One of the wonderful mysteries about knowing Jesus is that we are able to do something the world would deem crazy or weak—to give thanks in difficult circumstances. We know that our hardships are great opportunities for reflecting God’s love and setting an example of humility and gratitude. And yet many of us still find it hard not to grumble over minor inconveniences. So what’s the problem?
It’s easy to feel grateful when circumstances look sunny.

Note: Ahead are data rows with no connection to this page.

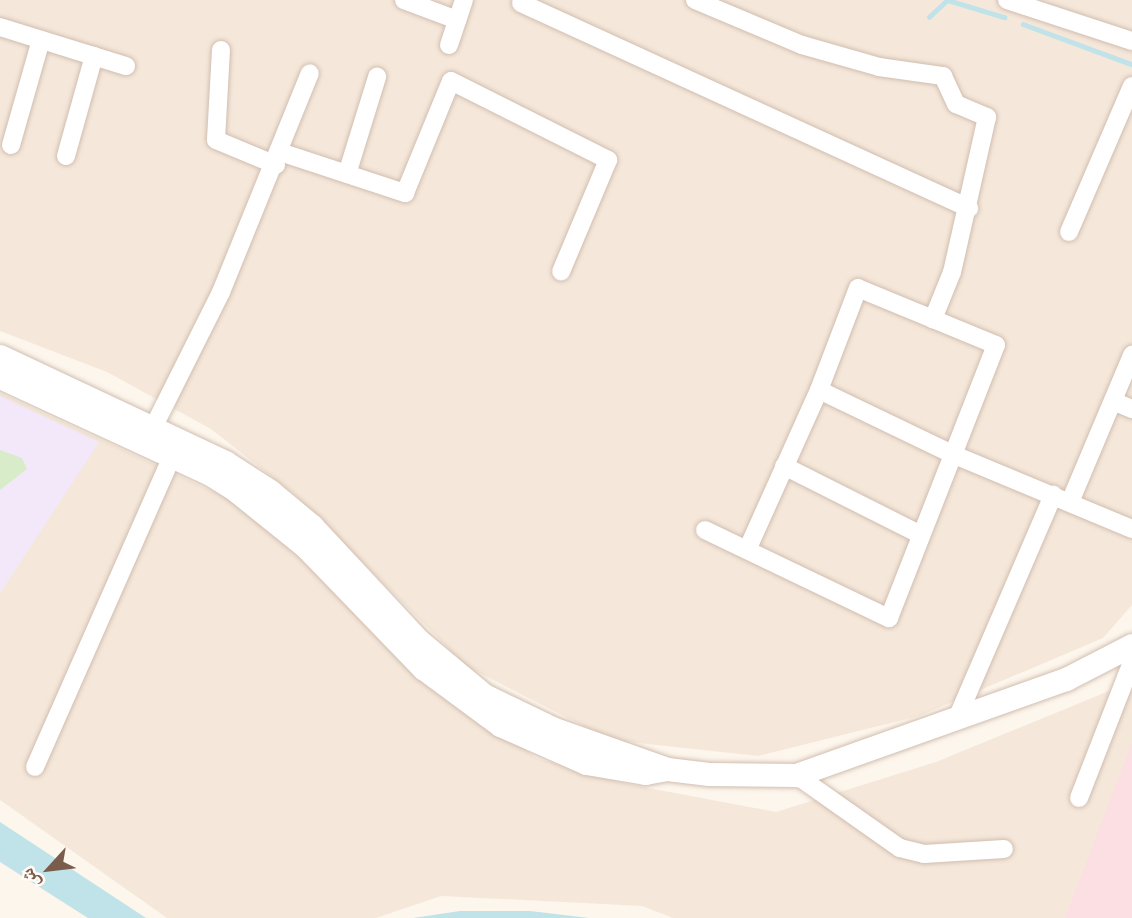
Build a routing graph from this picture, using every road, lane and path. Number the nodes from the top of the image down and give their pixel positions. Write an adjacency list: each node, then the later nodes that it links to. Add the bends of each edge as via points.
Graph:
1 (404, 0): 7 (street)
2 (464, 0): 7 (street)
3 (695, 0): 22 (street, via 802,45 879,67 947,79 956,104 982,112 989,121)
4 (1007, 0): 6 (street)
5 (521, 4): 22 (street)
6 (1049, 7): 10 (street)
7 (457, 20): 11 (street)
8 (0, 27): 9 (street)
9 (40, 40): 13 (street); 18 (street)
10 (1132, 41)
11 (449, 45)
12 (221, 50): 20 (street, via 216,140)
13 (94, 57): 14 (street); 19 (street)
14 (126, 66)
15 (310, 73): 20 (street)
16 (377, 77): 21 (street)
17 (1132, 86): 23 (street)
18 (11, 145)
19 (66, 156)
20 (278, 158): 21 (street); 32 (street, via 215,304)
21 (347, 174): 24 (street, via 405,193 451,82 608,160)
22 (969, 208): 25 (street, via 952,272)
23 (1069, 232)
24 (561, 272)
25 (933, 319): 29 (street, via 858,288); 33 (street, via 996,345)
26 (1132, 355): 30 (street)
27 (0, 356): 32 (street)
28 (0, 377): 34 (street)
29 (819, 390): 33 (street); 35 (street)
30 (1113, 401): 31 (street); 37 (street)
31 (1132, 409)
32 (153, 428): 46 (street, via 225,463 292,508 418,640 484,695 552,728)
33 (953, 454): 36 (street); 40 (street)
34 (172, 457): 45 (street); 46 (street, via 210,474 279,523 423,668 473,708 527,740 586,763 645,774)
35 (784, 466): 40 (street); 41 (street)
36 (1053, 495): 37 (street); 44 (street)
37 (1070, 502): 38 (street)
38 (1132, 529)
39 (705, 530): 41 (street)
40 (921, 535): 41 (street, via 889,618)
41 (747, 550)
42 (1132, 645): 44 (street, via 1066,679)
43 (1132, 662): 48 (street)
44 (958, 716): 47 (street)
45 (35, 768)
46 (667, 769): 47 (street, via 709,775)
47 (796, 775): 49 (street, via 900,848 924,853)
48 (1079, 798)
49 (1004, 849)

But the apostle Paul said “in everything.”
If we find ourselves complaining instead of recognizing God’s hand in any given situation, there may be a weak link in our connection with the Lord, such as:
1. Greed—We’re not satisfied with what we have and are unable to feel grateful until we have everything we want.

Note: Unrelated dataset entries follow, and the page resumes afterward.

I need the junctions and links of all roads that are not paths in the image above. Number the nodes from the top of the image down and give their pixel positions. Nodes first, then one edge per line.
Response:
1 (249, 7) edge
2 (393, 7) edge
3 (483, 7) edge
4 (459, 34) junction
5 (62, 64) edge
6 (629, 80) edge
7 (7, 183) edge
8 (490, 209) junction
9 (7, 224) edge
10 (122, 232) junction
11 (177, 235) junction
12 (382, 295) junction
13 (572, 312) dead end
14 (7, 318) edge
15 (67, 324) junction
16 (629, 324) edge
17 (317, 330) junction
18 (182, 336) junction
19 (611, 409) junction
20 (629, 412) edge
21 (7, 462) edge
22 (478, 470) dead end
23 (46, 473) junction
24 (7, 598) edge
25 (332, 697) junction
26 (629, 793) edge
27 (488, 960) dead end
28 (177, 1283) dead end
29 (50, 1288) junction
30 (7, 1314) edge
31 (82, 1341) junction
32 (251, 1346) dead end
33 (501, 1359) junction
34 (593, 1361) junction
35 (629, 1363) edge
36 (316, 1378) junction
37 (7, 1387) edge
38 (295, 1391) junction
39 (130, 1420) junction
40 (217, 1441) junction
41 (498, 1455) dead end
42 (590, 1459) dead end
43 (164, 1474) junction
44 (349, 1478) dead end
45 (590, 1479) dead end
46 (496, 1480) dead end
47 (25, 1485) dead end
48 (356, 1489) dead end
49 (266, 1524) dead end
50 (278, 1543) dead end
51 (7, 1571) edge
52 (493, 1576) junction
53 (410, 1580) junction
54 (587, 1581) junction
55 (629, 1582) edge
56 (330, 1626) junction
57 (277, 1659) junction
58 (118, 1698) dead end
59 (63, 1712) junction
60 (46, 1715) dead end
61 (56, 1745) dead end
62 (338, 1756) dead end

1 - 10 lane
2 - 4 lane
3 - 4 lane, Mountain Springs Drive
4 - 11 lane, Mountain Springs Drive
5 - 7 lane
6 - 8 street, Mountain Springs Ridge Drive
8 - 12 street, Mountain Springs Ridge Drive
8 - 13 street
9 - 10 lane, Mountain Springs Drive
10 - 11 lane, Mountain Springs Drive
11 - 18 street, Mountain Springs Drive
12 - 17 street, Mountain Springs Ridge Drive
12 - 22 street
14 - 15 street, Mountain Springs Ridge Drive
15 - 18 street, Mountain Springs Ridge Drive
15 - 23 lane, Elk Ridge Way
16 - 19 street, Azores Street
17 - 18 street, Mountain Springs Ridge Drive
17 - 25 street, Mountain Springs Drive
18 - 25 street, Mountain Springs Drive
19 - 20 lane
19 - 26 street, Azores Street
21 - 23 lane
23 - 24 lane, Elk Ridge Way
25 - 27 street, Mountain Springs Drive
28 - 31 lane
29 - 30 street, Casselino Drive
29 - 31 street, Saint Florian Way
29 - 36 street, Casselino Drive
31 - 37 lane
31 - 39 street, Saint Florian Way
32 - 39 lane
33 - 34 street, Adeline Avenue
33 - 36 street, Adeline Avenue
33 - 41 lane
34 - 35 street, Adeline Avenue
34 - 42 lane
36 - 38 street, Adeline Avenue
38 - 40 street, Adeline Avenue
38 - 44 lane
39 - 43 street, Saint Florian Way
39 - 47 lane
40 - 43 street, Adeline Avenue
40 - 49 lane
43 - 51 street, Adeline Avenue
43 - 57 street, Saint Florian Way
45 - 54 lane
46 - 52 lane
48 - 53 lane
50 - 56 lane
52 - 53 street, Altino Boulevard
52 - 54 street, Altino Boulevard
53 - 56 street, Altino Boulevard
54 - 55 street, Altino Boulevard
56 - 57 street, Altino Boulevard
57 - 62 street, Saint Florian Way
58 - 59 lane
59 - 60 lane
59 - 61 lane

2. Lack of faith—We doubt that God is watching over us and fear our current situation will ultimately result in harm.
3. Entitlement—We feel that we have earned or deserved any good thing in our life and, therefore, don’t see the need to thank anyone for our blessings.
4. Pride—We believe we shouldn’t have to suffer, and we feel resentful when God lets us face trials.
5. Tunnel vision—We are blind to the suffering of those in worse circumstances than ours—people who’d be glad to have just a fraction of the privileges we enjoy.
• Can you think of some other reasons one might fail to feel gratitude toward the Lord in any given situation?
• Could you relate to one (or more) of the items listed? If so, what might you do to address that issue?
Through Jesus, we are able to do things the world would deem crazy or weak, such as giving thanks in difficult circumstances.
• In what way do Proverbs 11:28 and Jeremiah 9:23-24 relate to the list of weak links?
• What does Scripture suggest? (See Jer. 29:11-14; Col. 3:12-15; and James 1:17.)
• Ask the Lord to reveal anything that might be hindering you from recognizing all you should be thanking Him for. Confess any unwillingness to express gratitude for circumstances that seem unpleasant or unwelcome.
•Thomas à Kempis said, “Be thankful for the smallest blessing, and you will deserve to receive greater. Value the least gifts no less than the greatest, and simple graces as especial favours. If you remember the dignity of the Giver, no gift will seem small or mean, for nothing can be valueless that is given by the most high God.” How might his words apply to you?
• This week, take time to write a gratitude list, but compile one with a twist. Instead of making note of the obvious blessings in your life—the things you like and enjoy—write down all the things you are tempted to complain about. Each day, focus on one or two, pray about them, and ask God to help you be grateful even if you can’t immediately recognize the blessing in those situations.
• By the end of the week, try to come up with one reason that you can give thanks for each item on your list.
• Meditate on (and try to memorize) Psalm 95:1-7.